The view that those who ultimately reject God will be completely destroyed—that is, they will cease to exist entirely—rather than suffering conscious torment forever. Annihilationism holds that the "second death" described in Revelation 20:14 is a real, final death: the permanent end of the person's existence. This view is closely related to conditional immortality (see below), though the two terms are not perfectly synonymous. Annihilationism describes the fate of the lost (destruction), while conditional immortality describes the underlying anthropology (humans are not inherently immortal). A person can hold to annihilationism without affirming postmortem opportunity—most annihilationists believe death ends all salvific possibility—but the author of this book argues that combining annihilationism with postmortem opportunity produces the most coherent and compassionate framework. See Chapters 30–31 for the integrated argument.
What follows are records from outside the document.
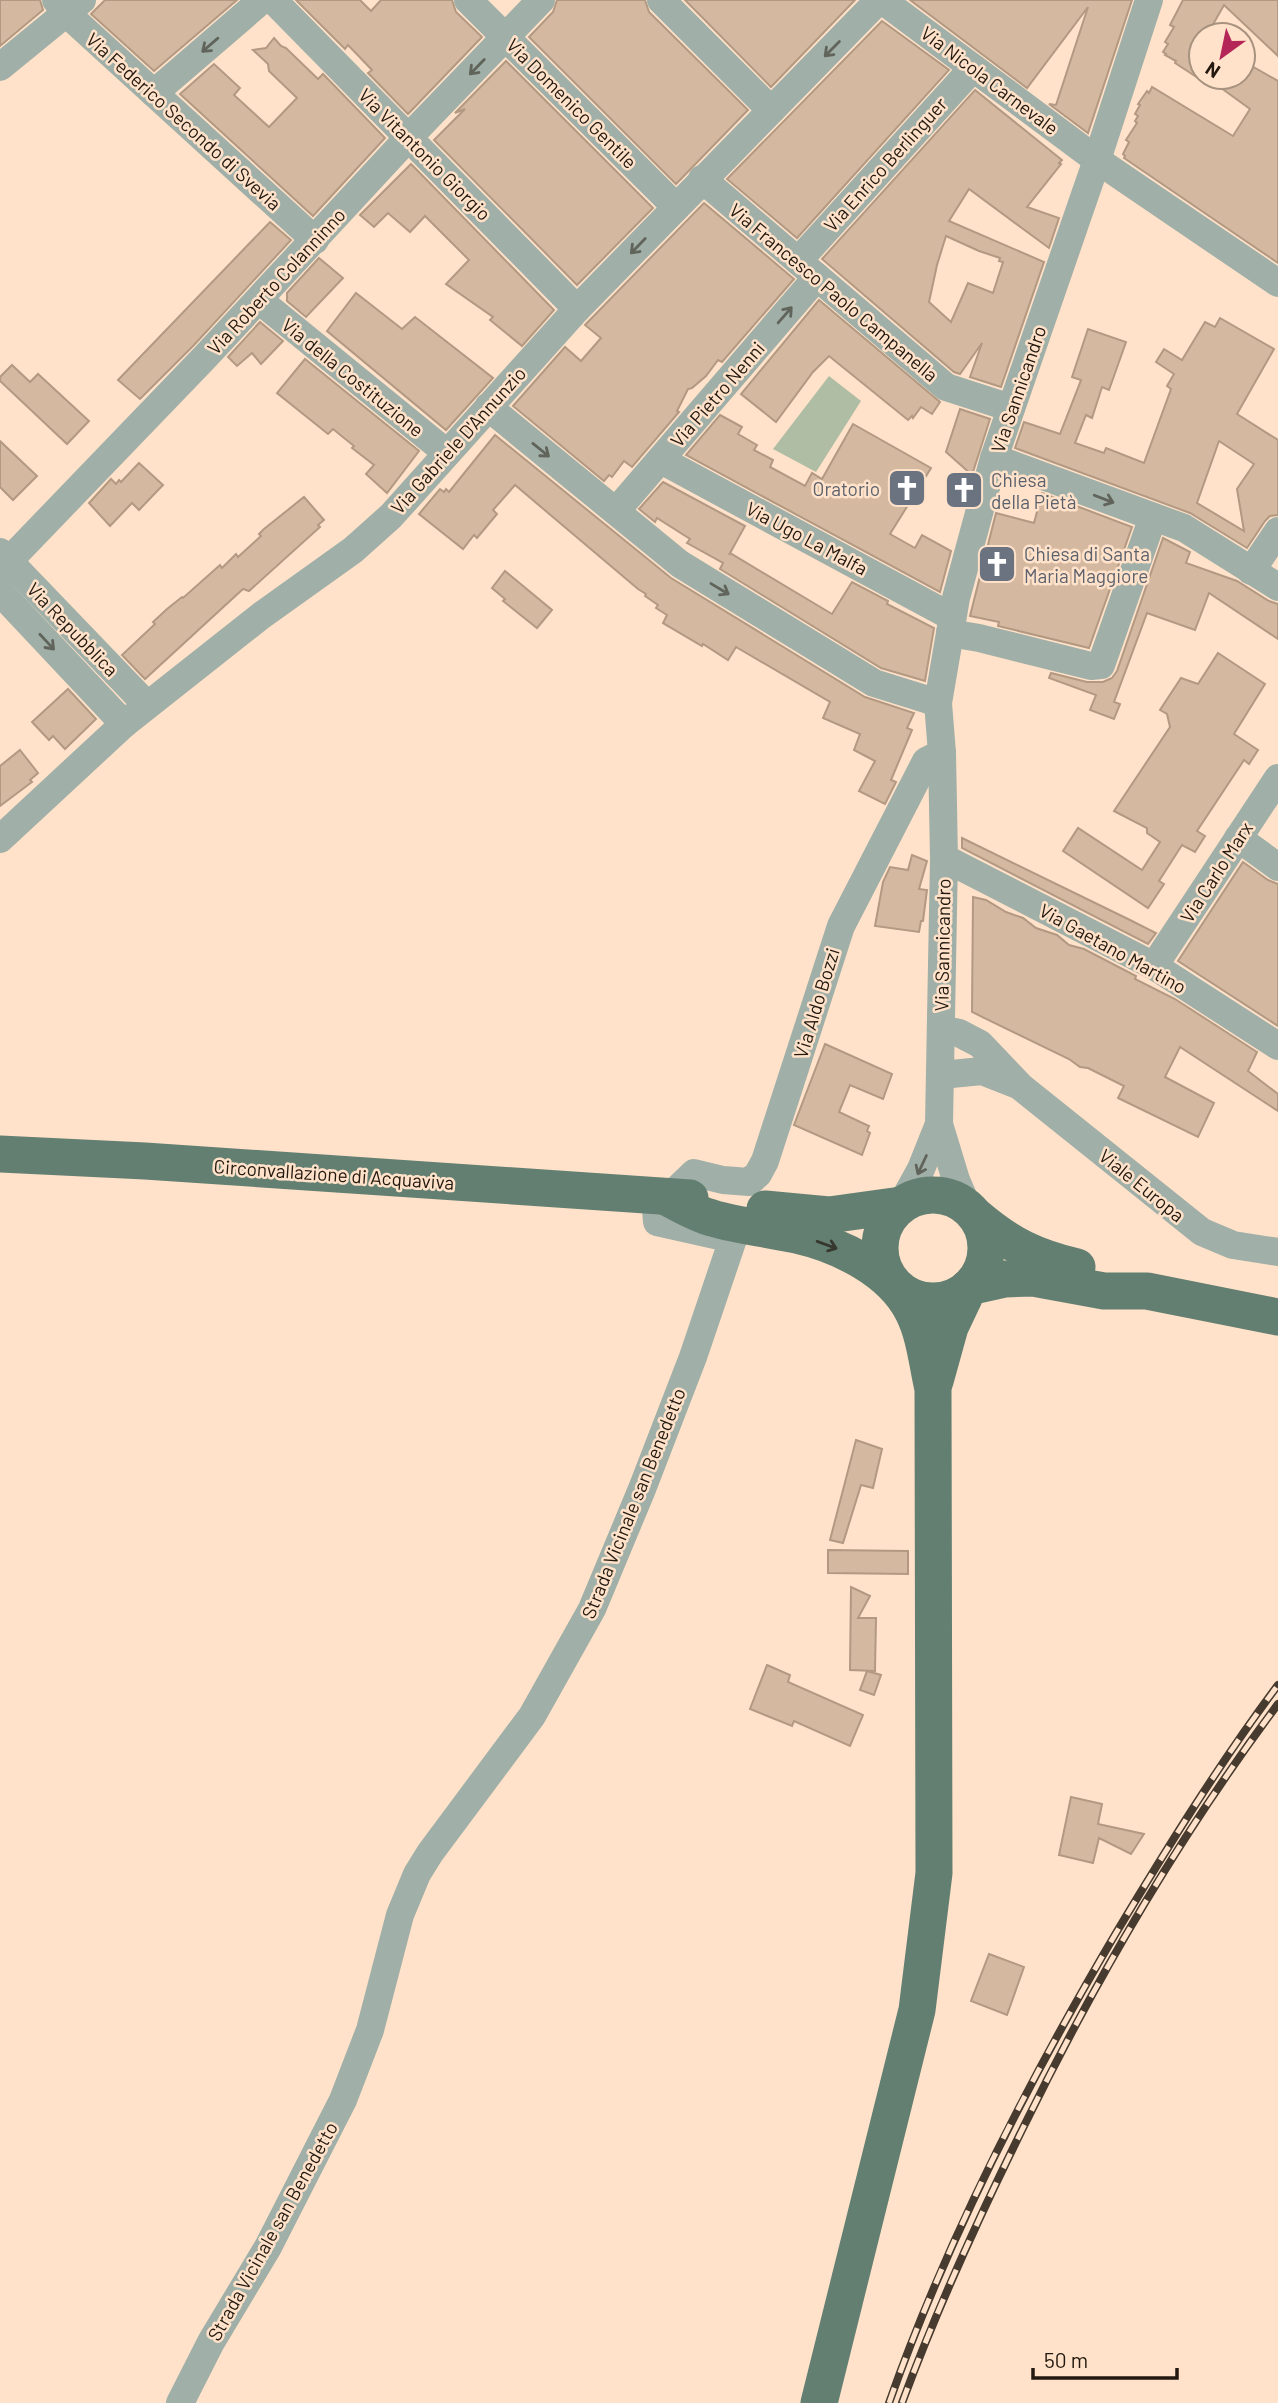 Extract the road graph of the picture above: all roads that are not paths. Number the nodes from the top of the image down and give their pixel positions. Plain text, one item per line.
1 (262, 0) edge
2 (273, 0) edge
3 (468, 0) edge
4 (541, 0) edge
5 (661, 0) edge
6 (881, 0) edge
7 (1149, 0) edge
8 (68, 4) edge
9 (506, 37) junction
10 (0, 66) edge
11 (973, 68) junction
12 (154, 93) junction
13 (771, 110) junction
14 (408, 138) junction
15 (1097, 160) junction
16 (702, 179) junction
17 (676, 206) junction
18 (315, 240) junction
19 (808, 269) junction
20 (1278, 283) edge
21 (259, 300) junction
22 (577, 309) junction
23 (488, 407) junction
24 (1012, 408) junction
25 (447, 453) junction
26 (994, 458) junction
27 (661, 460) junction
28 (616, 511) junction
29 (1153, 517) junction
30 (1278, 531) edge
31 (3, 561) edge
32 (1251, 570) junction
33 (1278, 587) edge
34 (0, 592) edge
35 (951, 625) junction
36 (938, 702) junction
37 (147, 705) junction
38 (124, 724) junction
39 (942, 753) junction
40 (1278, 778) edge
41 (1237, 838) junction
42 (0, 839) edge
43 (944, 858) junction
44 (1278, 867) edge
45 (1154, 966) junction
46 (941, 1029) junction
47 (1278, 1046) edge
48 (941, 1075) junction
49 (1021, 1087) junction
50 (939, 1124) junction
51 (0, 1154) edge
52 (662, 1198) junction
53 (901, 1205) junction
54 (973, 1212) junction
55 (1278, 1252) edge
56 (898, 1287) junction
57 (969, 1287) junction
58 (1147, 1291) junction
59 (1278, 1317) edge
60 (933, 1389) junction
61 (180, 2403) edge
62 (819, 2403) edge

1 -> 12 street
2 - 14 street, Via Vitantonio Giorgio
3 - 9 street, Via Domenico Gentile
4 - 9 street, Via Roberto Colanninno
5 - 13 street
6 - 11 street, Via Nicola Carnevale
6 -> 13 street, Via Gabriele D'Annunzio
7 - 15 street, Via Sannicandro
8 - 10 street
8 - 12 street, Via Federico Secondo di Svevia
9 -> 14 street, Via Roberto Colanninno
9 - 17 street, Via Domenico Gentile
11 - 15 street, Via Nicola Carnevale
11 - 19 street, Via Enrico Berlinguer
12 - 18 street, Via Federico Secondo di Svevia
13 - 16 street, Via Gabriele D'Annunzio
14 - 18 street, Via Roberto Colanninno
14 - 22 street, Via Vitantonio Giorgio
15 - 20 street, Via Nicola Carnevale
15 - 24 street, Via Sannicandro
16 - 17 street, Via Gabriele D'Annunzio
16 - 19 street, Via Francesco Paolo Campanella
17 -> 22 street, Via Gabriele D'Annunzio
18 - 21 street, Via Roberto Colanninno
19 - 24 street, Via Francesco Paolo Campanella
27 -> 19 street, Via Pietro Nenni
21 - 25 street, Via della Costituzione
21 - 31 street, Via Roberto Colanninno
22 - 23 street, Via Gabriele D'Annunzio
23 - 25 street, Via Gabriele D'Annunzio
23 -> 28 street
24 - 26 street, Via Sannicandro
25 - 37 street, Via Gabriele D'Annunzio
26 -> 29 street
26 - 35 street, Via Sannicandro
27 - 28 street, Via Pietro Nenni
27 - 35 street, Via Ugo La Malfa
28 -> 36 street
29 - 32 street
29 - 35 street, Via Ugo La Malfa
30 - 32 street
31 - 37 street, Via Repubblica
32 - 33 street
34 -> 38 street, Via Repubblica
35 - 36 street, Via Sannicandro
36 - 39 street, Via Sannicandro
37 - 38 street, Via Gabriele D'Annunzio
38 - 42 street, Via Gabriele D'Annunzio
39 - 43 street, Via Sannicandro
39 - 52 street, Via Aldo Bozzi
40 - 41 street, Via Carlo Marx
41 - 44 street
41 - 45 street, Via Carlo Marx
43 - 45 street, Via Gaetano Martino
43 - 46 street, Via Sannicandro
45 - 47 street, Via Gaetano Martino
46 - 48 street, Via Sannicandro
46 - 49 street, Viale Europa
48 - 49 street, Viale Europa
48 - 50 street, Via Sannicandro
49 - 55 street, Viale Europa
50 -> 53 street
50 - 54 street
51 - 52 main road, Circonvallazione di Acquaviva
52 - 53 main road, Circonvallazione di Acquaviva
52 -> 56 main road
52 - 61 street, Strada Vicinale san Benedetto
53 - 54 main road
53 - 56 main road
54 - 57 main road
54 - 58 main road
56 - 57 main road
56 - 60 main road
57 - 58 main road
57 - 60 main road
58 - 59 main road
60 - 62 main road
A Greek term meaning "restoration" or "restitution of all things." It comes from Acts 3:21, where Peter speaks of the apokatastasis pantōn—the "restoration of all things"—which God promised through the prophets. In theological usage, apokatastasis refers to the belief that God will ultimately restore all of creation to its original goodness, including all human beings and perhaps even the devil and fallen angels. This is the technical term for what is popularly called "universal salvation" or "universalism." Several early church fathers—most notably Origen of Alexandria, Gregory of Nyssa, and (arguably) Clement of Alexandria—taught some form of apokatastasis. The term should be distinguished from modern liberal universalism, which denies the reality of hell entirely. Patristic apokatastasis typically affirmed that the wicked would be punished, but that the punishment was corrective and would eventually lead all beings to repentance. See Chapters 14, 24, and 25.
The theological view that human beings are not inherently or naturally immortal. Instead, immortality is a gift that God grants to those who are saved through faith in Jesus Christ. On this view, the soul does not possess eternal existence by its own nature; rather, God sustains it in being. Those who finally reject God are not sustained forever in a state of torment but are ultimately destroyed. Conditional immortality provides the anthropological basis for annihilationism: because humans are not inherently immortal, God is not "required" to keep the unsaved in existence forever. Importantly, conditional immortality does not require physicalism. The author argues that the soul is a real, immaterial substance (substance dualism) but that this soul is not inherently indestructible—God could allow it to cease existing. This allows for a conscious intermediate state (necessary for postmortem opportunity) while maintaining that final destruction is possible for those who irrevocably reject Christ. See Chapters 8 and 31.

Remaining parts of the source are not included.